My friend got into a fight at Venice Beach. He was fishing, the surfer was surfing. We later met another surfer who surfs the area and he said the guy my friend fought with is an asshole and always looking to fight.

Surfers have almost always been nice to me when I’m fishing from the beach. We’re all doing our own thing and the only times we cross paths are when they’re going out or coming in.

Hey, I just found the videos of this incident (bad language within)

Sounds like “if you win, you can have the beach” was just an adlib and the surfers’ “victims” deserved it anyway.

If you shut up, mind your manners and respect the locals you shouldn’t have any trouble in my experience.

And avoid Oxnard.

Its funny that you thought that because after I read what I wrote, It DID seem like I might have done that!

But, no, my group of surfer friends never were like that. We started surfing in the early 60’s before it was too crowded. The fights started in the late 60’s at some of the better (and thus more crowded) surfing spots. It was the next generation of surfers that acted this way. They grew up fighting for every wave, After high school my friends and I moved to north San Diego County and had a “secret spot” to surf that was never crowded at least until the mid-70’s when I moved to Hawaii.

The outer Hawaiian Islands at that time had great surf and uncrowded waves, but I still got into fights because even 3 or 4 guys out at a surf break was too much for the locals who were haoles (white). Never had any trouble with the local Hawaiians.

I finally decided to quit surfing, so I sold my board and bought a one way ticket to Bangkok, Thailand just for something to do, but that’s another story.

Why’s that?

Malibu was crowded in the late 50’s, but surfing was different then. No one took it seriously. It was new. It was fun. There were people who surfed every day in the summer at Malibu, but they didn’t see themselves as locals in today’s sense. No one would think of telling some one to get out of the way. The good surfers just went around the new comers. Taking off in front of another surfer who was already riding the wave was commonplace and no one seemed to mind. This all changed by the mid 60’s at the premier surf spots like Malibu.

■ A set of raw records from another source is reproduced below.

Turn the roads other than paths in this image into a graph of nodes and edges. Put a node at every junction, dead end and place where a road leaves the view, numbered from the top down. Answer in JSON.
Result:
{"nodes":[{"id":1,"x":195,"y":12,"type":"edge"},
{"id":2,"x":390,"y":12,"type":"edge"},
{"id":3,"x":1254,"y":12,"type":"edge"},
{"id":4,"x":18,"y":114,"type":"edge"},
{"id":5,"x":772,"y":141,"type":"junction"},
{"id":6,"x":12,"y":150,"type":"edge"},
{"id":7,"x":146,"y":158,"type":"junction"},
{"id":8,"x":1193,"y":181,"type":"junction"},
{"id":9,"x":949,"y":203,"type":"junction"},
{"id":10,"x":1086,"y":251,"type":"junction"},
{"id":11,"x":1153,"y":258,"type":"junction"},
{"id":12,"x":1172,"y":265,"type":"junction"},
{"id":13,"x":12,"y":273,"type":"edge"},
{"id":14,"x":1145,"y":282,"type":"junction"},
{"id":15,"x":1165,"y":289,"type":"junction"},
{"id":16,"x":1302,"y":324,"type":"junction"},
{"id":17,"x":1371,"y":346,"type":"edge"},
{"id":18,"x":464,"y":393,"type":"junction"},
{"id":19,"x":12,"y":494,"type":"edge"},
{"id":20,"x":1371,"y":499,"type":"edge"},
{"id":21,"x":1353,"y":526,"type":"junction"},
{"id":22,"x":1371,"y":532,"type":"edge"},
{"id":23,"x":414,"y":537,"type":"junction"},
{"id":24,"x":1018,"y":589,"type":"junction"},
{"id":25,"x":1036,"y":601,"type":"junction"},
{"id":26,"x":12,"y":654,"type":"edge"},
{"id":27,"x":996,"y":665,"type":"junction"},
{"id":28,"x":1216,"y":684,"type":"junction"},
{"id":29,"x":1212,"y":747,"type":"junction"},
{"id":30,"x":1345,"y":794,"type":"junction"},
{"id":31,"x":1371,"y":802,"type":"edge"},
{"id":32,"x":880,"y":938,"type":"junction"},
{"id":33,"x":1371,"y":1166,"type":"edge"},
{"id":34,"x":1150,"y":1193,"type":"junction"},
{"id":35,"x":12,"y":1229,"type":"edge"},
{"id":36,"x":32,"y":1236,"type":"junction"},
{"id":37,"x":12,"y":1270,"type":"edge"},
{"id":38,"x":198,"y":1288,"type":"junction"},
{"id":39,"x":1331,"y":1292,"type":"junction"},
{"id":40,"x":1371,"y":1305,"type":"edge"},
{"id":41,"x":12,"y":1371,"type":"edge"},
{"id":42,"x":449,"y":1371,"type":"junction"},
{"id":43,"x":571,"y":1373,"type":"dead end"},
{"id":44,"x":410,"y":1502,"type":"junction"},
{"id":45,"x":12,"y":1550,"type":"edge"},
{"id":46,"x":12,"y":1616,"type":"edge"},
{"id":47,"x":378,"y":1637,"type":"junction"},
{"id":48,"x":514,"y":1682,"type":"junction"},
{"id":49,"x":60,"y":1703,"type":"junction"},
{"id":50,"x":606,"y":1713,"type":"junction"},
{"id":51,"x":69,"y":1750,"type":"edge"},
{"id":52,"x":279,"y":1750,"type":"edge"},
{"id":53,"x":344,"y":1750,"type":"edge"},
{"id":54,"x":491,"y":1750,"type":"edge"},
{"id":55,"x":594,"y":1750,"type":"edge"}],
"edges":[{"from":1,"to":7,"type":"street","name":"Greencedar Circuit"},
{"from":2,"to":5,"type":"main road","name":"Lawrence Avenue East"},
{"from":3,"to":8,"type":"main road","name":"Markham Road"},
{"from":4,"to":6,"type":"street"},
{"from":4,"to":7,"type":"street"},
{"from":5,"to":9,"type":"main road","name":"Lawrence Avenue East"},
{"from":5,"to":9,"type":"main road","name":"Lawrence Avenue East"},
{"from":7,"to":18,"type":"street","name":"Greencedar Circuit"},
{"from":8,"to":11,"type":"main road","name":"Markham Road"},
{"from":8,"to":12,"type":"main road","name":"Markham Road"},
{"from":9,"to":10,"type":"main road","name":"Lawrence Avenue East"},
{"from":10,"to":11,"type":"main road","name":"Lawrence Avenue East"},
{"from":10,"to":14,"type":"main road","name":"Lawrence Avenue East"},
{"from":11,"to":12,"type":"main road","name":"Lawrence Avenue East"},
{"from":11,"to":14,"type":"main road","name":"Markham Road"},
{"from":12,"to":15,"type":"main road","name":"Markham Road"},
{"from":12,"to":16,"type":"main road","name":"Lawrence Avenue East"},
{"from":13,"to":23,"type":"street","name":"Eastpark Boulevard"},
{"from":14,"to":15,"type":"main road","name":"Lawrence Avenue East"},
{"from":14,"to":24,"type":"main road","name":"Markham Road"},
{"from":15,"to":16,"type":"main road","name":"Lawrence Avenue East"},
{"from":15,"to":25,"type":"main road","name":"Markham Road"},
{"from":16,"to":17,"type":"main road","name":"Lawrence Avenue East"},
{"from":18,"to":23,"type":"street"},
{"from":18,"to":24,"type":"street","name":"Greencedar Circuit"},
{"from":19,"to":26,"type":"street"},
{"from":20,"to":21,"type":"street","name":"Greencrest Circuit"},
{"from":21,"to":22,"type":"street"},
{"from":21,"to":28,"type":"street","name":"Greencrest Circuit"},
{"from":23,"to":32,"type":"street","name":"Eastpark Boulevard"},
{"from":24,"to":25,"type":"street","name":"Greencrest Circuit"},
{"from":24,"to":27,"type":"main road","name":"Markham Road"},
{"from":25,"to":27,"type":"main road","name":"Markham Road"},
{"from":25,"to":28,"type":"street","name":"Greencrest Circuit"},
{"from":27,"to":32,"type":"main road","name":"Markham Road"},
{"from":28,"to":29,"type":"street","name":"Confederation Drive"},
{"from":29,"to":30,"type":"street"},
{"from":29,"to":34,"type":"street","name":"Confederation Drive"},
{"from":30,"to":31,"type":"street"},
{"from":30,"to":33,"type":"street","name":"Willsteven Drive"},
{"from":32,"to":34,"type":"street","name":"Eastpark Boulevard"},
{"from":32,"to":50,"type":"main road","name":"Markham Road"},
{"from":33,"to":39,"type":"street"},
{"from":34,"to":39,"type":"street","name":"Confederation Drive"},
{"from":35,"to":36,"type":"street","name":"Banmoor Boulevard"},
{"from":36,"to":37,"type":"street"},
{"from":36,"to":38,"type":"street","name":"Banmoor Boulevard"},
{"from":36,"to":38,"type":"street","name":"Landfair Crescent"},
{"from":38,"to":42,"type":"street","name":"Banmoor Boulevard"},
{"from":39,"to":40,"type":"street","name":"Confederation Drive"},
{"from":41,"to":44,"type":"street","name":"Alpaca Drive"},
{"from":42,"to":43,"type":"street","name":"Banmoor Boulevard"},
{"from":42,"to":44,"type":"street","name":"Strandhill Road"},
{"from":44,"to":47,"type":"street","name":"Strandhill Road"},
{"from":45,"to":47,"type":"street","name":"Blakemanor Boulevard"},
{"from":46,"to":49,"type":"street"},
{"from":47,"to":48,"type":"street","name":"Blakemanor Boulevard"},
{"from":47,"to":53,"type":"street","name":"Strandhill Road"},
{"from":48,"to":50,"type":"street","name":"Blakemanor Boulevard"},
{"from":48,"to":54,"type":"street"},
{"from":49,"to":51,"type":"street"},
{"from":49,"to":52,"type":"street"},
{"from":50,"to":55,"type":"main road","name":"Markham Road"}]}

We’re not talking about crowded beaches. You can always find a place to lay your towel out. Waves, on the other hand, are one to a person and there are never enough waves and always too many surfers.

Exactly.

The problem is that minding your manners and respecting the locals means that you can surf “over there”. The thing is that the waves never break over there and if you come over here to surf, we will take off in front of you and generally make your so life miserable that you get out of the water, go home and never come back.

There aren’t even enough waves for the locals. How are you going to ask them to share an extremely rare commodity like a wave?

Oxnard is a surf spot north of Los Angeles, but no more notorious than a lot of other surf spot for local-ism.

Backcountry skiers have a bit of this kind of territoriality. The standard motto is “I won’t tell you, but I’ll show you where the hidden stash of powder is” but as more and more people want to use up the untracked snow that is suffering. I’ve heard rumors of some cars being vandalized out west when they weren’t “locals” at some isolated trailheads but I don’t know if it can be attributed to territoriality or just assholes.

Don’t know if anyone else recalls, but I seem to remember recently a news story about an older, local, beloved surfer dude guy in Santa Barbara, who got murdered by some gangbanger over some, I’m guessing, surf dispute. Apparently the old local surfer peace & love dude got the best of the original fight, but then the ganbanger went & got his posse, came back & stabbed the surfer dude & that was that.
Sorry I can’t provide a link, but I’m sure it’s not too hard to find. Just goes to show where the peace & commune with nature surfer thing sometimes seems to end up.